··· DATA EXTRACTS
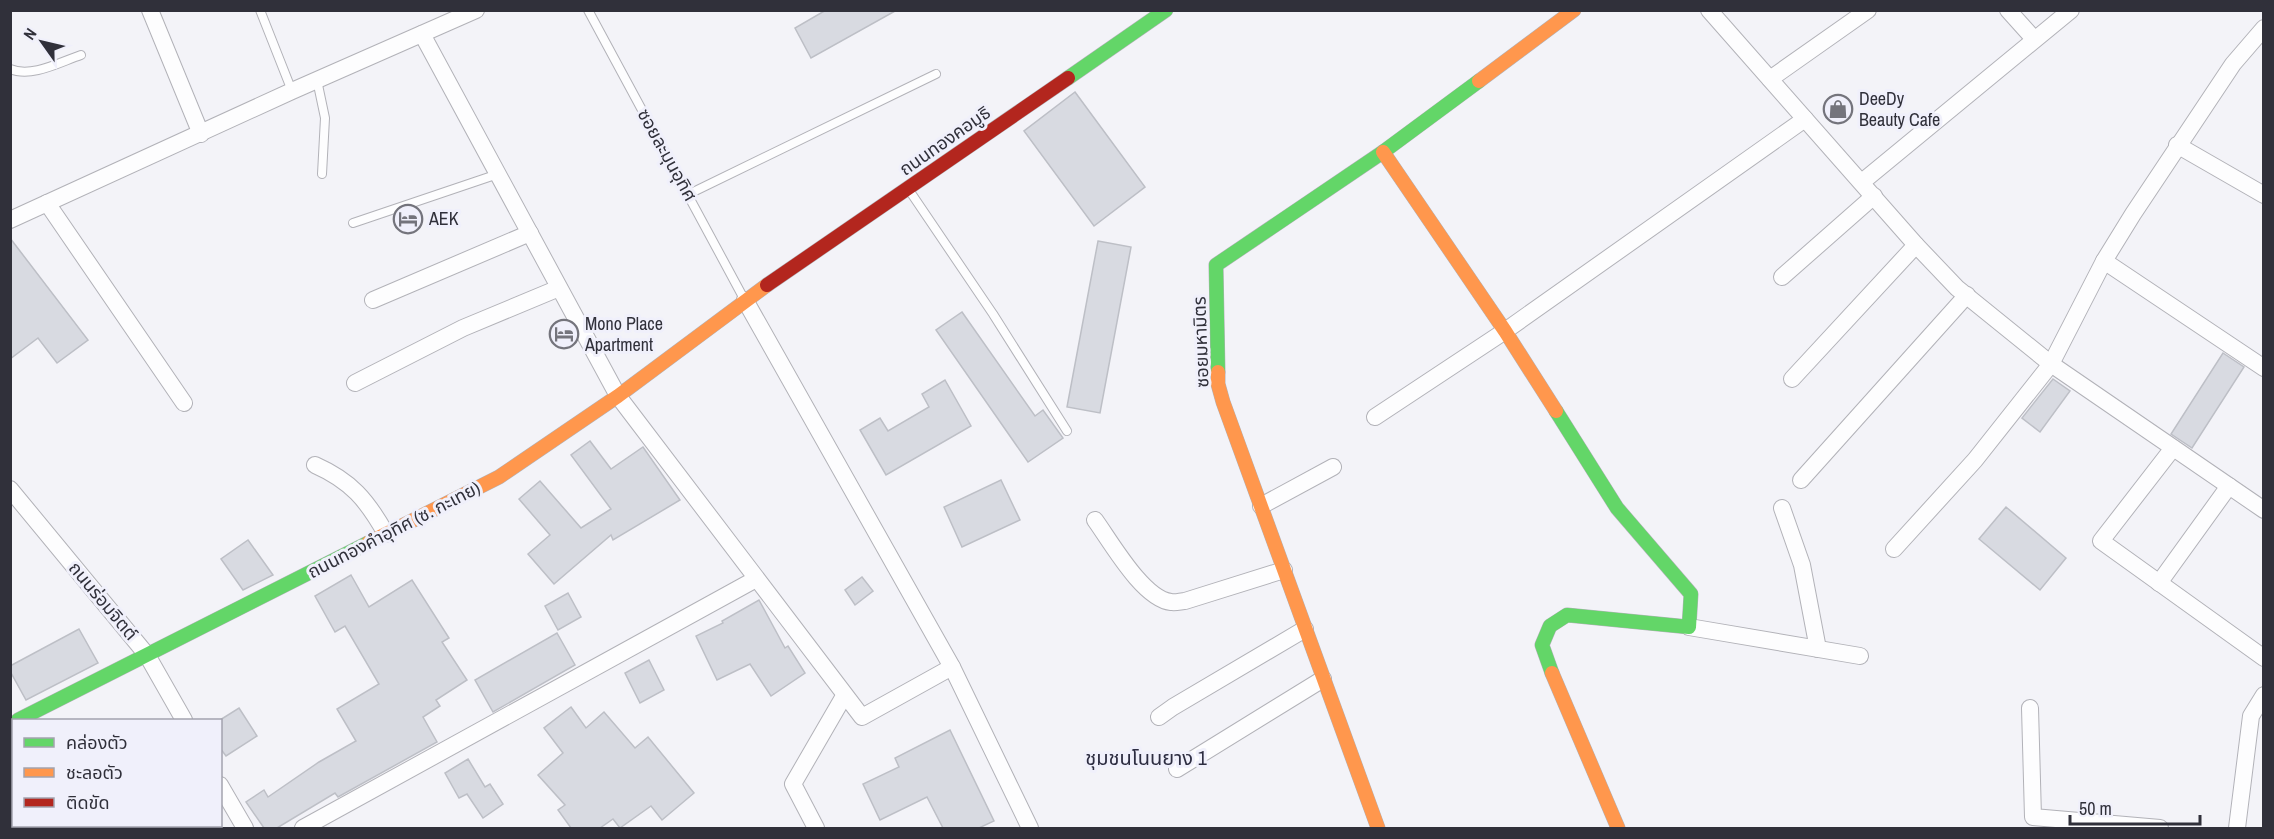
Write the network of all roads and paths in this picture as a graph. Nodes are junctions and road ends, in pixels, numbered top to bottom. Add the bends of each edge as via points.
1 (150, 10) edge
2 (260, 10) edge
3 (476, 10) edge
4 (588, 10) edge
5 (1166, 10) edge
6 (1574, 10) edge
7 (1709, 10) edge
8 (1868, 10) edge
9 (2008, 10) edge
10 (2072, 10) edge
11 (2264, 28) edge
12 (422, 34) junction
13 (2034, 39) junction
14 (81, 55) dead end
15 (10, 69) edge
16 (936, 74) dead end
17 (1770, 79) junction
18 (317, 80) junction
19 (292, 91) junction
20 (1804, 119) junction
21 (201, 134) junction
22 (2177, 145) junction
23 (1383, 152) junction
24 (322, 174) dead end
25 (498, 174) junction
26 (1862, 182) junction
27 (908, 188) junction
28 (688, 194) junction
29 (2264, 195) edge
30 (1874, 196) junction
31 (47, 203) junction
32 (10, 220) edge
33 (353, 223) dead end
34 (530, 233) junction
35 (1916, 245) junction
36 (2104, 261) junction
37 (1782, 277) dead end
38 (559, 288) junction
39 (1967, 295) junction
40 (373, 300) dead end
41 (745, 300) junction
42 (1505, 331) junction
43 (2051, 364) junction
44 (2264, 368) edge
45 (1792, 379) dead end
46 (355, 383) dead end
47 (618, 396) junction
48 (184, 403) dead end
49 (1375, 417) dead end
50 (1067, 430) dead end
51 (2173, 448) junction
52 (315, 465) dead end
53 (1333, 467) dead end
54 (1801, 480) dead end
55 (2229, 486) junction
56 (10, 489) edge
57 (1261, 506) junction
58 (1782, 508) dead end
59 (2264, 510) edge
60 (1095, 520) dead end
61 (386, 534) junction
62 (1894, 549) dead end
63 (1284, 570) junction
64 (756, 579) junction
65 (2159, 583) junction
66 (1689, 627) junction
67 (1305, 629) junction
68 (1818, 649) junction
69 (147, 655) junction
70 (1860, 656) dead end
71 (2264, 658) edge
72 (952, 667) junction
73 (1323, 679) junction
74 (2264, 695) edge
75 (844, 696) junction
76 (2030, 708) dead end
77 (1159, 717) dead end
78 (20, 719) edge
79 (183, 719) edge
80 (1177, 769) dead end
81 (222, 788) edge
82 (245, 828) edge
83 (303, 828) edge
84 (816, 828) edge
85 (1030, 828) edge
86 (1378, 828) edge
87 (1618, 828) edge
88 (2160, 828) edge
89 (2237, 828) edge

1 - 21 street
2 - 19 lane
3 - 12 street
4 - 28 lane, ซอยละมุนอุทิศ
5 - 27 street, ถนนทองคอมูธิ
6 - 23 street, ซอยมหามิตร
7 - 17 street
8 - 17 street
9 - 13 street
10 - 13 street
11 - 22 street
12 - 18 street
12 - 25 street
13 - 26 street
14 - 15 lane via 20,73
16 - 28 lane
17 - 20 street
18 - 19 street
18 - 24 lane via 325,118
19 - 21 street
20 - 26 street
20 - 42 street
21 - 31 street
22 - 29 street
22 - 36 street
23 - 42 street
23 - 57 street, ซอยมหามิตร via 1216,265 1218,384
25 - 33 lane
25 - 34 street
26 - 30 street
27 - 41 street, ถนนทองคอมูธิ
27 - 50 lane
28 - 41 lane, ซอยละมุนอุทิศ
30 - 35 street
30 - 37 street
31 - 32 street
31 - 48 street
34 - 38 street
34 - 40 street
35 - 39 street
35 - 45 street
36 - 43 street
36 - 44 street
38 - 46 street via 463,328
38 - 47 street
39 - 43 street
39 - 54 street
41 - 47 street, ถนนทองคำอุทิศ (ซ. กะเทย)
41 - 72 street
42 - 49 street
42 - 66 street via 1617,508 1691,594
43 - 51 street
43 - 62 street via 1975,460
47 - 61 street, ถนนทองคำอุทิศ (ซ. กะเทย) via 499,477
47 - 64 street
51 - 55 street
51 - 65 street via 2101,541
52 - 61 street via 353,487
53 - 57 street
55 - 59 street
55 - 65 street
56 - 69 street, ถนนร่อมจิตต์
57 - 63 street, ซอยมหามิตร
58 - 68 street via 1802,566
60 - 63 street via 1140,581 1152,593 1173,603
61 - 69 street, ถนนทองคำอุทิศ (ซ. กะเทย)
63 - 67 street, ซอยมหามิตร
64 - 75 street
64 - 83 street
65 - 71 street
66 - 68 street
66 - 87 street via 1567,615 1550,626 1545,635 1542,645 1555,682
67 - 73 street, ซอยมหามิตร
67 - 77 street
68 - 70 street
69 - 78 street, ถนนทองคำอุทิศ (ซ. กะเทย)
69 - 79 street, ถนนร่อมจิตต์
72 - 75 street via 862,717
72 - 85 street
73 - 80 street
73 - 86 street, ซอยมหามิตร
74 - 89 street via 2251,716
75 - 84 street via 793,784
76 - 88 street via 2033,817
81 - 82 street

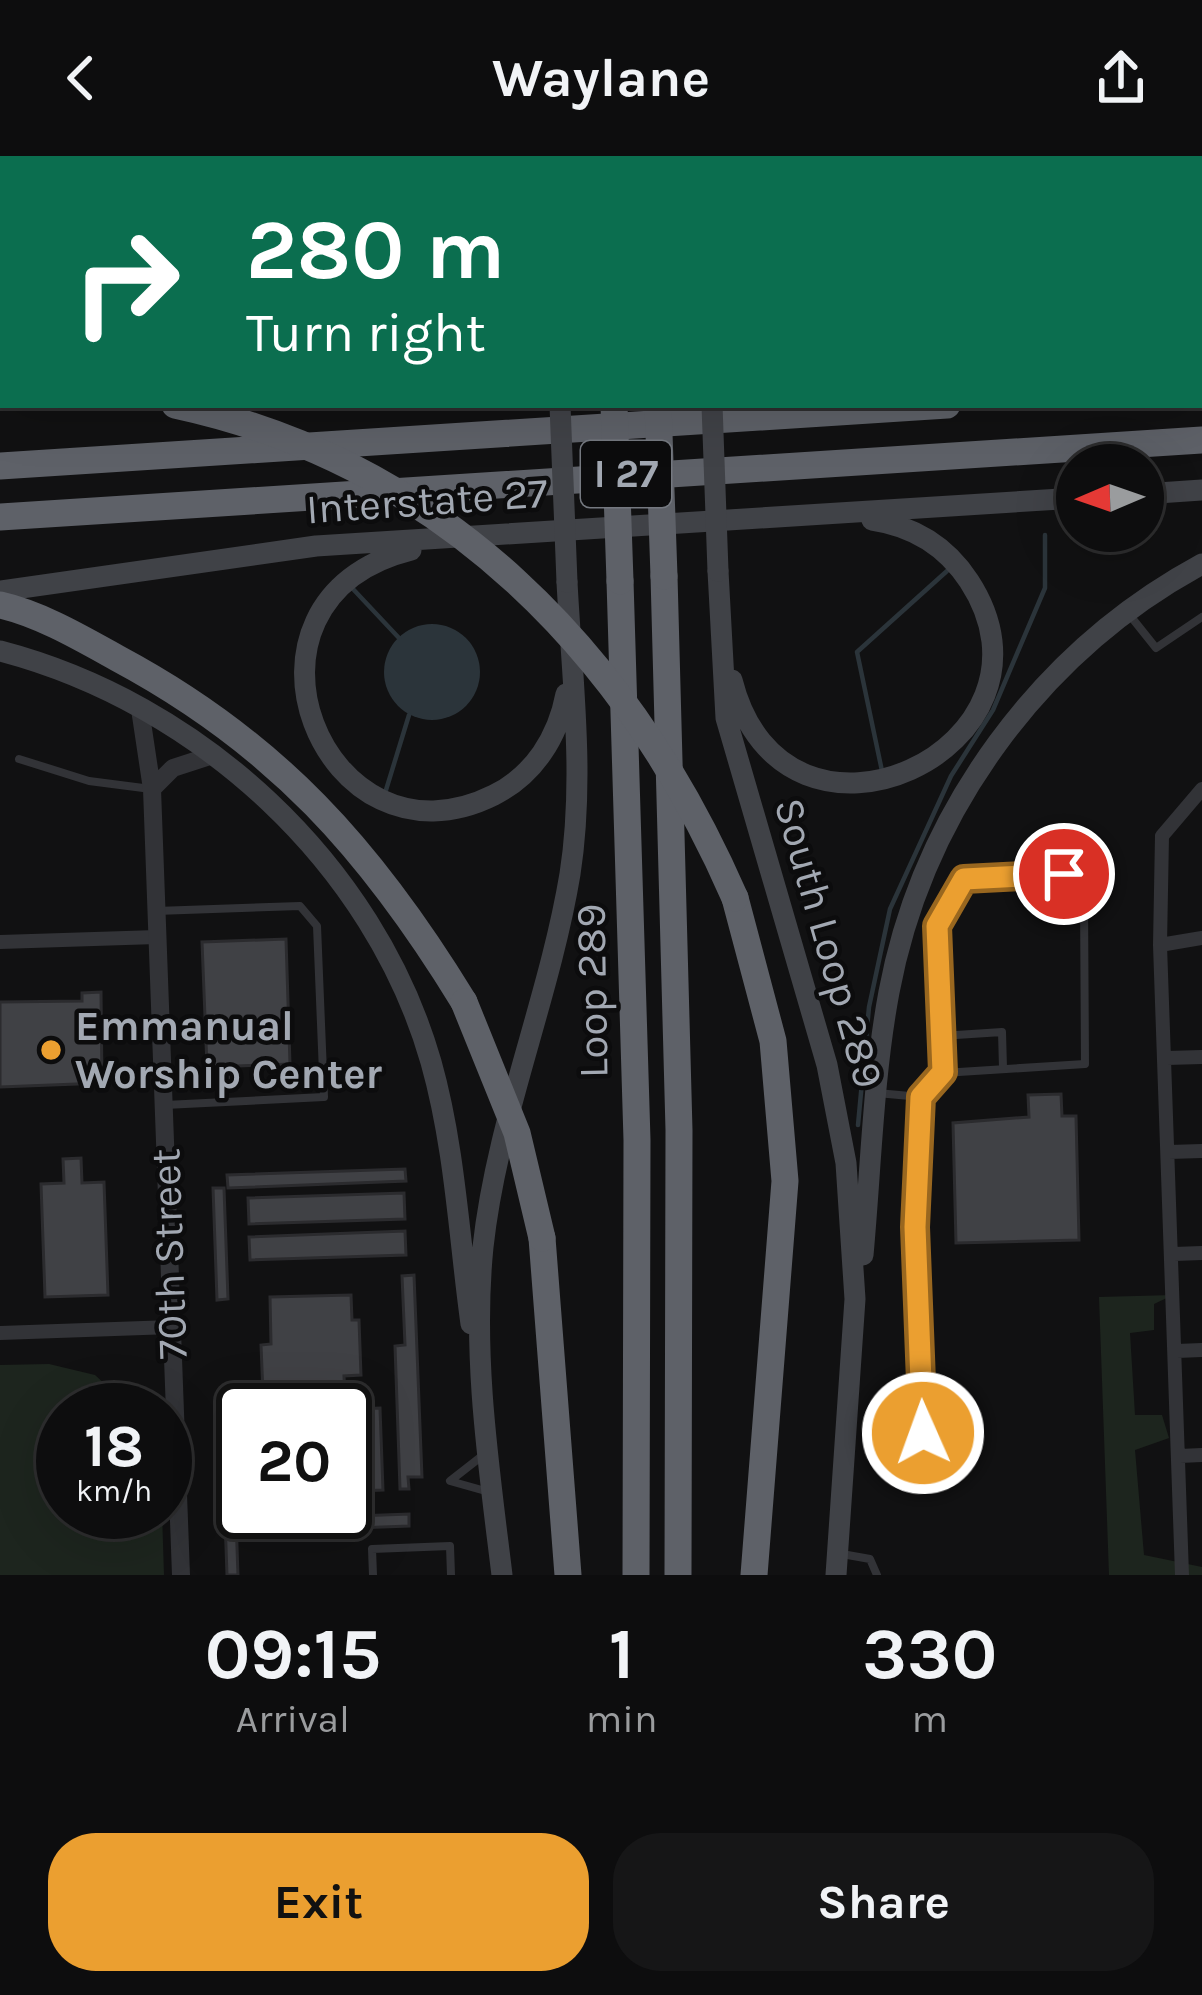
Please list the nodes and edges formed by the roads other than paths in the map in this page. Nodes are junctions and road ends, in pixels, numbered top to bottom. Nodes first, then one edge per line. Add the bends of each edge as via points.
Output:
1 (186, 408) edge
2 (560, 408) edge
3 (614, 408) edge
4 (658, 408) edge
5 (712, 408) edge
6 (900, 408) edge
7 (1202, 440) edge
8 (0, 466) edge
9 (1202, 490) edge
10 (1164, 493) edge
11 (1056, 499) edge
12 (836, 514) junction
13 (0, 517) edge
14 (490, 536) junction
15 (1202, 564) edge
16 (0, 591) edge
17 (0, 604) edge
18 (1127, 611) junction
19 (1202, 617) edge
20 (718, 626) junction
21 (0, 651) edge
22 (572, 664) junction
23 (140, 709) junction
24 (213, 755) junction
25 (19, 759) dead end
26 (152, 789) junction
27 (1202, 789) edge
28 (156, 911) junction
29 (157, 937) junction
30 (1202, 938) edge
31 (0, 943) edge
32 (1160, 945) junction
33 (941, 1036) junction
34 (1202, 1057) edge
35 (1167, 1058) junction
36 (1003, 1068) junction
37 (943, 1072) junction
38 (878, 1093) junction
39 (921, 1097) junction
40 (164, 1105) junction
41 (1202, 1151) edge
42 (1169, 1152) junction
43 (1202, 1252) edge
44 (1174, 1254) junction
45 (172, 1327) junction
46 (0, 1333) edge
47 (1202, 1350) edge
48 (1178, 1351) junction
49 (852, 1375) junction
50 (484, 1420) junction
51 (488, 1452) junction
52 (1202, 1455) edge
53 (1180, 1456) junction
54 (924, 1471) dead end
55 (492, 1492) junction
56 (837, 1564) edge
57 (182, 1575) edge
58 (373, 1575) edge
59 (451, 1575) edge
60 (502, 1575) edge
61 (568, 1575) edge
62 (636, 1575) edge
63 (678, 1575) edge
64 (754, 1575) edge
65 (877, 1575) edge
66 (1182, 1575) edge

1 - 64 highway, bridge via 280,435 375,476 446,520 577,641 635,712 698,813 735,898 773,1041 785,1181
2 - 22 main road, bridge
3 - 62 highway, Loop 289, bridge via 637,1140
4 - 63 highway, Loop 289, bridge via 680,1130
5 - 20 main road, South Loop 289, bridge
6 - 8 highway, I 27
7 - 13 highway, I 27
9 - 10 main road
11 - 12 main road, Interstate 27
12 - 14 main road, Interstate 27
12 - 20 main road via 917,532 972,585 985,619 989,670 957,742 926,765 880,782 828,780 793,768 746,721
14 - 16 main road, Interstate 27 via 316,546
14 - 22 main road via 378,560 337,589 314,625 302,675 321,743 348,777 386,801 440,810 477,803 538,760 558,726
15 - 18 main road
17 - 61 highway, bridge via 150,675 256,748 362,852 464,1002 517,1133 542,1238
18 - 19 lane via 1156,648
18 - 38 main road via 1030,701 937,845 890,989
20 - 49 main road, South Loop 289 via 726,718 839,1123 852,1232
21 - 23 main road
22 - 50 main road via 574,840 562,917 494,1173 483,1255
23 - 24 main road
23 - 26 street, 70th Street
24 - 26 street via 173,768
24 - 50 main road via 320,854 383,950 415,1017 449,1149
25 - 26 lane via 89,781
26 - 28 street, 70th Street
27 - 32 street via 1162,836
28 - 29 street, 70th Street
28 - 40 lane via 300,906 317,926 324,1097
29 - 31 street
29 - 40 street, 70th Street
30 - 32 street
32 - 35 street
33 - 36 lane via 1001,1032
33 - 36 lane via 937,926 964,879 1077,878 1084,898 1085,1064
33 - 37 lane
34 - 35 street
35 - 42 street
36 - 37 lane
37 - 39 lane
38 - 39 lane
38 - 49 main road
39 - 54 lane via 915,1227
40 - 45 street, 70th Street
41 - 42 street
42 - 44 street
43 - 44 street
44 - 48 street
45 - 46 street
45 - 57 street, 70th Street
47 - 48 street
48 - 53 street
49 - 56 main road, South Loop 289
50 - 51 main road
51 - 55 main road
51 - 55 lane via 450,1481
52 - 53 street
53 - 66 street
55 - 60 main road
56 - 65 lane via 866,1556
58 - 59 lane via 372,1549 450,1546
······
### ACTIVITY:
When you find a line in the records that contains the word "กะเทย", copy it.

### TASK OUTPUT:
41 - 47 street, ถนนทองคำอุทิศ (ซ. กะเทย)
47 - 61 street, ถนนทองคำอุทิศ (ซ. กะเทย) via 499,477
61 - 69 street, ถนนทองคำอุทิศ (ซ. กะเทย)
69 - 78 street, ถนนทองคำอุทิศ (ซ. กะเทย)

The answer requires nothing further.